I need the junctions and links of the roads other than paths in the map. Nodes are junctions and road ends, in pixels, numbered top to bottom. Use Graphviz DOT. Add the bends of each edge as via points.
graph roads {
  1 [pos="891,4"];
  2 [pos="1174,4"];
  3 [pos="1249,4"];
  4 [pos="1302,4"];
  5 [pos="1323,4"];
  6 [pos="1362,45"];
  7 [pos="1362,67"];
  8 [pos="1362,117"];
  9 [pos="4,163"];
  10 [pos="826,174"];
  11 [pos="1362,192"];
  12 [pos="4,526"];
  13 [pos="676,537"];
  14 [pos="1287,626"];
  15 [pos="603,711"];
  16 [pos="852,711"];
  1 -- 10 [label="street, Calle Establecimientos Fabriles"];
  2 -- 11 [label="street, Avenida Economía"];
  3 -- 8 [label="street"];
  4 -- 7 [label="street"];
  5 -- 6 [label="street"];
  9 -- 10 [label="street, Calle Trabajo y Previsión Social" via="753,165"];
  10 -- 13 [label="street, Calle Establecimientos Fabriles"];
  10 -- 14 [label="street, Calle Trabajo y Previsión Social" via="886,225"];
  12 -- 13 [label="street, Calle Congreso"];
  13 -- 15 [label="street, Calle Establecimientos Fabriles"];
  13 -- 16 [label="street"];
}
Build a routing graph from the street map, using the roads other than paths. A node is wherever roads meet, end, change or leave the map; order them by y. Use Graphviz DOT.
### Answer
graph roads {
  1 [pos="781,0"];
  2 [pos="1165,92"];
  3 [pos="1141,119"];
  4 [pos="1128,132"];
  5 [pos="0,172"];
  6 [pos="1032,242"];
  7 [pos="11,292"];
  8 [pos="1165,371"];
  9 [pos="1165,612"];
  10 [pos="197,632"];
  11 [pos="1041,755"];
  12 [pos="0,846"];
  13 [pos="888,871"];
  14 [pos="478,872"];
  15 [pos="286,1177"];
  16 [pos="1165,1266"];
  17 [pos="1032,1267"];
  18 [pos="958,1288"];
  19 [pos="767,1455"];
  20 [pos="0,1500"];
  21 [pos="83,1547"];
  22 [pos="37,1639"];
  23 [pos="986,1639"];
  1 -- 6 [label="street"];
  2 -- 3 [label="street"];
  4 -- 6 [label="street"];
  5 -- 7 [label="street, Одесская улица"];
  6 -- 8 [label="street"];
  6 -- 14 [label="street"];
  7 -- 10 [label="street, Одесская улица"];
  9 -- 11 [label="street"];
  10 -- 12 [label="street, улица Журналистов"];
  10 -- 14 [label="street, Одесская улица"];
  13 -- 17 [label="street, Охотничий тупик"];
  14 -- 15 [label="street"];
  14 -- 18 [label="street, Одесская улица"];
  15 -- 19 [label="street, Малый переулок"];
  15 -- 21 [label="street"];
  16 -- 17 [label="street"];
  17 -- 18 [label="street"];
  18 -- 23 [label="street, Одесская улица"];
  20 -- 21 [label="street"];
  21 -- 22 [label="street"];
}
──────
* _Task requirements_: Exactly the lines from the one containing "Build a routing" through the end of the entries above must be output, and no others.

* _Answer for this exercise_:
Build a routing graph from the street map, using the roads other than paths. A node is wherever roads meet, end, change or leave the map; order them by y. Use Graphviz DOT.
### Answer
graph roads {
  1 [pos="781,0"];
  2 [pos="1165,92"];
  3 [pos="1141,119"];
  4 [pos="1128,132"];
  5 [pos="0,172"];
  6 [pos="1032,242"];
  7 [pos="11,292"];
  8 [pos="1165,371"];
  9 [pos="1165,612"];
  10 [pos="197,632"];
  11 [pos="1041,755"];
  12 [pos="0,846"];
  13 [pos="888,871"];
  14 [pos="478,872"];
  15 [pos="286,1177"];
  16 [pos="1165,1266"];
  17 [pos="1032,1267"];
  18 [pos="958,1288"];
  19 [pos="767,1455"];
  20 [pos="0,1500"];
  21 [pos="83,1547"];
  22 [pos="37,1639"];
  23 [pos="986,1639"];
  1 -- 6 [label="street"];
  2 -- 3 [label="street"];
  4 -- 6 [label="street"];
  5 -- 7 [label="street, Одесская улица"];
  6 -- 8 [label="street"];
  6 -- 14 [label="street"];
  7 -- 10 [label="street, Одесская улица"];
  9 -- 11 [label="street"];
  10 -- 12 [label="street, улица Журналистов"];
  10 -- 14 [label="street, Одесская улица"];
  13 -- 17 [label="street, Охотничий тупик"];
  14 -- 15 [label="street"];
  14 -- 18 [label="street, Одесская улица"];
  15 -- 19 [label="street, Малый переулок"];
  15 -- 21 [label="street"];
  16 -- 17 [label="street"];
  17 -- 18 [label="street"];
  18 -- 23 [label="street, Одесская улица"];
  20 -- 21 [label="street"];
  21 -- 22 [label="street"];
}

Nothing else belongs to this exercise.